2.2.3 Chuchotage (Whispering)

Considéré comme une variation de l’interprétation simultanée ou une simultanée sans cabine (Gile, 1995b : 12), le chuchotage est le type d’interprétation utilisé lorsqu’on s’adresse à une ou deux personnes qui ne comprennent pas la langue de communication au cours d’une rencontre. Il est souvent utilisé en petit groupe par exemple, pour les réunions de travail et il ne nécessite pas l’utilisation d’équipements; c’est en cela qu’il diffère de l’interprétation simultanée. L’interprète se met directement à côté de la personne ou des personnes ayant besoin de son service dans le

groupe, et il leur parle à voix basse en restituant dans la langue d’arrivée ce que dit le locuteur. L’inconvénient du chuchotage comme mode d’interprétation consiste dans le fait que cela risque de gêner ou distraire les autres membres du groupe n’ayant pas besoin d’interprétation.

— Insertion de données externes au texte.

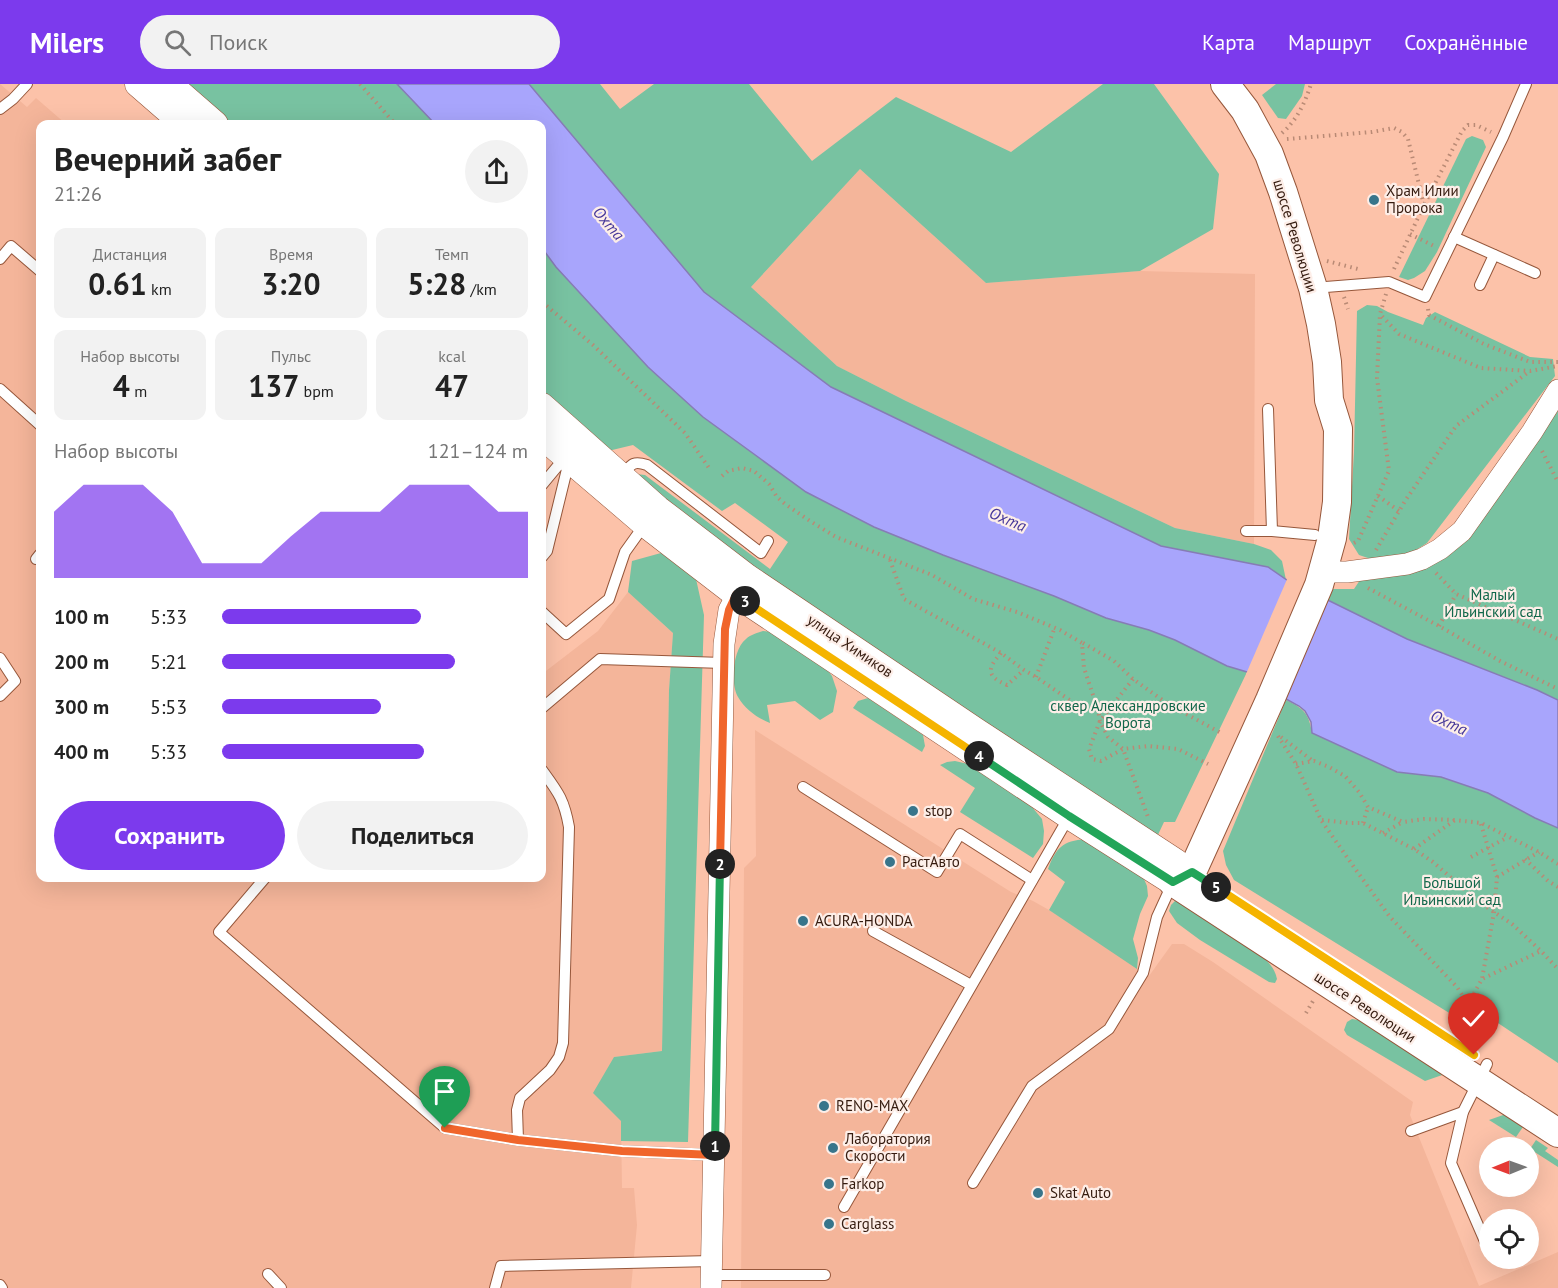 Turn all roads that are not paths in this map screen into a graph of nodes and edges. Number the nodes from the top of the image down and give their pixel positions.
1 (27, 84) edge
2 (138, 84) edge
3 (169, 84) edge
4 (1225, 84) edge
5 (1526, 84) edge
6 (0, 109) edge
7 (179, 120) edge
8 (210, 120) edge
9 (1454, 237) junction
10 (1494, 255) junction
11 (0, 259) edge
12 (36, 268) edge
13 (1535, 273) dead end
14 (1480, 285) dead end
15 (1313, 288) junction
16 (0, 389) edge
17 (1558, 390) edge
18 (1329, 400) junction
19 (1268, 409) dead end
20 (546, 412) edge
21 (36, 421) edge
22 (546, 438) edge
23 (572, 453) junction
24 (622, 476) junction
25 (546, 481) edge
26 (645, 524) junction
27 (1246, 531) dead end
28 (1272, 531) junction
29 (1315, 535) junction
30 (768, 541) dead end
31 (546, 552) edge
32 (1315, 578) junction
33 (742, 586) junction
34 (546, 616) edge
35 (0, 658) edge
36 (723, 663) junction
37 (0, 696) edge
38 (546, 705) edge
39 (546, 775) edge
40 (803, 788) dead end
41 (1075, 808) junction
42 (1180, 872) junction
43 (1032, 880) junction
44 (262, 882) edge
45 (873, 932) dead end
46 (971, 985) junction
47 (1483, 1072) junction
48 (1558, 1109) edge
49 (1462, 1112) junction
50 (1411, 1131) dead end
51 (1558, 1133) edge
52 (518, 1140) junction
53 (714, 1155) junction
54 (974, 1183) dead end
55 (844, 1207) dead end
56 (1479, 1228) edge
57 (268, 1274) dead end
58 (712, 1275) edge
59 (825, 1275) dead end
60 (280, 1288) edge
61 (495, 1288) edge

1 - 6 lane
2 - 7 street
3 - 8 street
4 - 15 main road, шоссе Революции
5 - 9 lane
9 - 10 lane
9 - 15 lane
10 - 13 lane
10 - 14 lane
11 - 12 lane
15 - 18 main road, шоссе Революции
16 - 21 lane
17 - 32 street
18 - 29 main road, шоссе Революции
18 - 32 main road, шоссе Революции
19 - 28 lane
20 - 23 street, улица Химиков
22 - 23 street, улица Химиков
23 - 24 street, улица Химиков
23 - 25 lane
23 - 26 street, улица Химиков
23 - 31 lane
24 - 30 lane
24 - 33 street, улица Химиков
26 - 33 street, улица Химиков
26 - 34 lane
27 - 28 lane
28 - 29 lane
29 - 32 main road, шоссе Революции
32 - 42 main road
33 - 36 street
33 - 41 street, улица Химиков
35 - 37 lane
36 - 38 lane
36 - 53 street
39 - 52 lane
40 - 43 lane
41 - 42 street, улица Химиков
41 - 43 lane
42 - 47 main road, шоссе Революции
42 - 54 lane
43 - 46 lane
44 - 52 lane
45 - 46 lane
46 - 55 lane
47 - 48 main road, шоссе Революции
47 - 49 lane
47 - 51 main road, шоссе Революции
49 - 50 lane
49 - 56 lane
52 - 53 lane
53 - 58 street
57 - 60 lane
58 - 59 lane
58 - 61 lane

2.2.4 Interprétation communautaire

L’interprétation communautaire est le type d’interprétation utilisé pour faciliter la communication entre le personnel et la population dans le cadre de services communautaires ou d’activités se déroulant devant les tribunaux, dans des commissariats de police, auprès de services d’immigration, à la douane, dans les hôpitaux, les institutions religieuses, etc.

Wadensjö (2001 : 33) définit l’interprétation communautaire comme suit :

Community interpreting refers to the type of interpreting which takes place in the public sphere to facilitate communication between officials and lay people: at police departments, immigration departments, social welfare centres, medical and mental health offices, schools and similar institutions. It is sometimes referred to as dialogue interpreting or public service interpreting.

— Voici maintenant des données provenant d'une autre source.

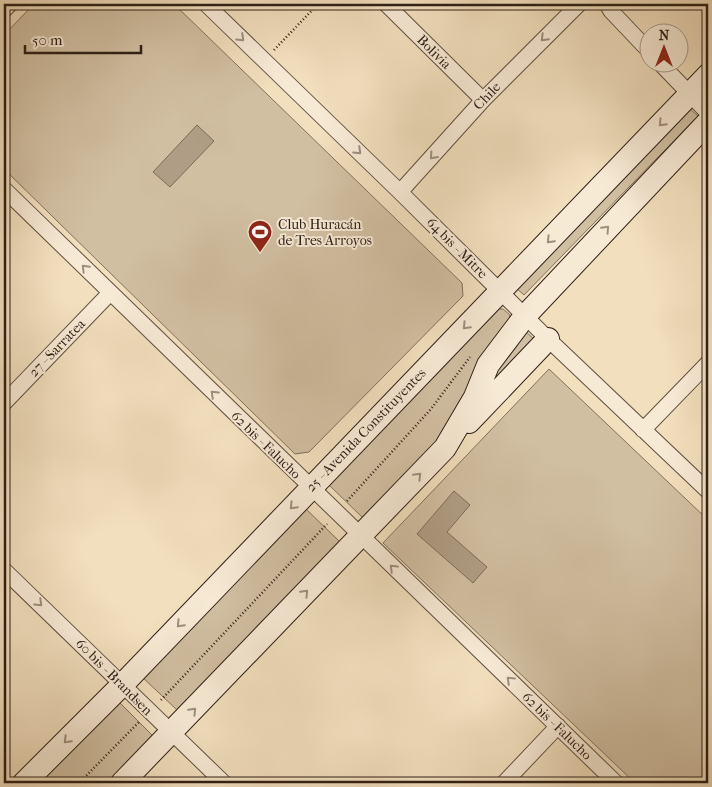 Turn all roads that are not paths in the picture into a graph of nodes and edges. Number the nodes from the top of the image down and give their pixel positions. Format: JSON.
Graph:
{"nodes":[{"id":1,"x":10,"y":4,"type":"edge"},
{"id":2,"x":206,"y":4,"type":"edge"},
{"id":3,"x":386,"y":4,"type":"edge"},
{"id":4,"x":579,"y":4,"type":"edge"},
{"id":5,"x":607,"y":4,"type":"edge"},
{"id":6,"x":4,"y":10,"type":"edge"},
{"id":7,"x":640,"y":41,"type":"edge"},
{"id":8,"x":669,"y":72,"type":"edge"},
{"id":9,"x":708,"y":75,"type":"edge"},
{"id":10,"x":690,"y":95,"type":"junction"},
{"id":11,"x":483,"y":100,"type":"junction"},
{"id":12,"x":708,"y":114,"type":"edge"},
{"id":13,"x":708,"y":122,"type":"edge"},
{"id":14,"x":4,"y":189,"type":"edge"},
{"id":15,"x":400,"y":192,"type":"junction"},
{"id":16,"x":500,"y":291,"type":"junction"},
{"id":17,"x":110,"y":293,"type":"junction"},
{"id":18,"x":525,"y":316,"type":"junction"},
{"id":19,"x":548,"y":339,"type":"junction"},
{"id":20,"x":708,"y":363,"type":"edge"},
{"id":21,"x":4,"y":403,"type":"edge"},
{"id":22,"x":643,"y":430,"type":"junction"},
{"id":23,"x":445,"y":448,"type":"junction"},
{"id":24,"x":310,"y":488,"type":"junction"},
{"id":25,"x":708,"y":491,"type":"edge"},
{"id":26,"x":360,"y":536,"type":"junction"},
{"id":27,"x":4,"y":570,"type":"edge"},
{"id":28,"x":123,"y":684,"type":"junction"},
{"id":29,"x":558,"y":726,"type":"junction"},
{"id":30,"x":171,"y":734,"type":"junction"},
{"id":31,"x":24,"y":783,"type":"edge"},
{"id":32,"x":122,"y":783,"type":"edge"},
{"id":33,"x":224,"y":783,"type":"edge"},
{"id":34,"x":504,"y":783,"type":"edge"},
{"id":35,"x":616,"y":783,"type":"edge"}],
"edges":[{"from":1,"to":6,"type":"street"},
{"from":2,"to":15,"type":"street","name":"64 bis - Mitre","one_way":true},
{"from":3,"to":11,"type":"street","name":"Bolivia"},
{"from":4,"to":11,"type":"street","name":"Chile","one_way":true},
{"from":5,"to":7,"type":"street"},
{"from":8,"to":10,"type":"street"},
{"from":9,"to":10,"type":"main road","name":"25 - Avenida Constituyentes"},
{"from":10,"to":12,"type":"street"},
{"from":10,"to":16,"type":"main road","name":"25 - Avenida Constituyentes","one_way":true},
{"from":11,"to":15,"type":"street","name":"Chile","one_way":true},
{"from":18,"to":13,"type":"main road","one_way":true},
{"from":17,"to":14,"type":"street","name":"62 bis - Falucho","one_way":true},
{"from":15,"to":16,"type":"street","name":"64 bis - Mitre"},
{"from":16,"to":18,"type":"street","name":"64 bis - Mitre"},
{"from":16,"to":24,"type":"main road","name":"25 - Avenida Constituyentes","one_way":true},
{"from":17,"to":21,"type":"street","name":"27 - Sarratea"},
{"from":24,"to":17,"type":"street","name":"62 bis - Falucho","one_way":true},
{"from":18,"to":19,"type":"street","name":"64 bis - Mitre"},
{"from":18,"to":23,"type":"main road"},
{"from":19,"to":22,"type":"street","name":"64 bis - Mitre"},
{"from":19,"to":23,"type":"main road"},
{"from":20,"to":22,"type":"street"},
{"from":22,"to":25,"type":"street","name":"64 bis - Mitre"},
{"from":26,"to":23,"type":"main road","one_way":true},
{"from":24,"to":26,"type":"street","name":"62 bis - Falucho"},
{"from":24,"to":28,"type":"main road","name":"25 - Avenida Constituyentes","one_way":true},
{"from":29,"to":26,"type":"street","name":"62 bis - Falucho","one_way":true},
{"from":30,"to":26,"type":"main road","one_way":true},
{"from":27,"to":28,"type":"street","name":"60 bis - Brandsen","one_way":true},
{"from":28,"to":30,"type":"street","name":"60 bis - Brandsen"},
{"from":28,"to":31,"type":"main road","name":"25 - Avenida Constituyentes","one_way":true},
{"from":29,"to":34,"type":"street"},
{"from":29,"to":35,"type":"street","name":"62 bis - Falucho"},
{"from":30,"to":32,"type":"main road"},
{"from":30,"to":33,"type":"street","name":"60 bis - Brandsen"}]} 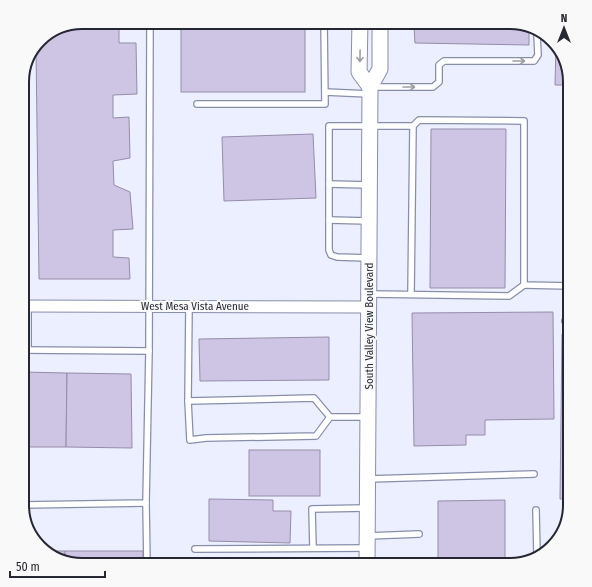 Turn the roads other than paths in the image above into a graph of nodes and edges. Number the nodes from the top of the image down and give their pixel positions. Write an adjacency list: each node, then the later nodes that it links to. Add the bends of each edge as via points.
1 (150, 29): 21 (lane)
2 (324, 29): 7 (lane)
3 (360, 29): 6 (main road, one-way to 6, via 359,72)
4 (380, 29): 6 (main road, South Valley View Boulevard, via 380,69)
5 (537, 37): 6 (lane, one-way to 5, via 433,87 439,82 439,65 444,61 534,61 538,55)
6 (370, 90): 7 (lane); 9 (main road, South Valley View Boulevard)
7 (325, 92): 8 (lane, via 325,104)
8 (197, 104)
9 (370, 125): 10 (lane); 11 (lane, via 329,126); 12 (main road, South Valley View Boulevard)
10 (413, 126): 16 (lane, via 419,120 524,121); 18 (lane)
11 (329, 184): 12 (lane); 13 (lane)
12 (370, 185): 14 (main road, South Valley View Boulevard)
13 (329, 220): 14 (lane); 15 (lane, via 331,255)
14 (369, 221): 15 (main road, South Valley View Boulevard)
15 (369, 258): 19 (main road, South Valley View Boulevard)
16 (524, 285): 17 (lane); 18 (lane, via 509,296)
17 (563, 286)
18 (411, 294): 19 (lane)
19 (369, 300): 22 (street, West Mesa Vista Avenue); 27 (main road, South Valley View Boulevard)
20 (29, 306): 21 (street, West Mesa Vista Avenue)
21 (150, 306): 22 (street, West Mesa Vista Avenue); 24 (lane)
22 (189, 306): 25 (lane)
23 (29, 350): 24 (lane)
24 (149, 351): 30 (lane)
25 (188, 401): 26 (lane, via 314,398); 26 (lane, via 190,440 316,436)
26 (330, 417): 27 (lane)
27 (368, 418): 29 (main road, South Valley View Boulevard)
28 (534, 474): 29 (lane)
29 (368, 479): 32 (main road, South Valley View Boulevard)
30 (146, 503): 31 (lane); 39 (lane)
31 (29, 505)
32 (368, 508): 35 (main road, South Valley View Boulevard); 36 (lane, via 312,509)
33 (536, 510): 38 (lane)
34 (419, 534): 35 (lane)
35 (368, 542): 36 (lane); 40 (main road, South Valley View Boulevard)
36 (313, 548): 37 (lane)
37 (195, 549)
38 (537, 551)
39 (147, 558)
40 (368, 558)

L’interprétation communautaire aide les gens n’ayant pas suffisamment de connaissance des langues majoritaires de la communauté où ils se trouvent à avoir accès aux services publics (Wadensjö, 2001 : 37). Un trait important de l’interprétation communautaire est qu’elle implique, le plus souvent le recours à des dialectes ou à des langues locales, car l’interaction ou la communication se fait au niveau de la communauté locale. Aussi, elle est souvent pratiquée par des bénévoles ou des personnes qui ne sont pas professionnellement formés pour le faire. Voilà pourquoi Klimkiewicz (2005 : 210) rapporte que l’interprétation communautaire reste encore une profession non réglementée et peu reconnue.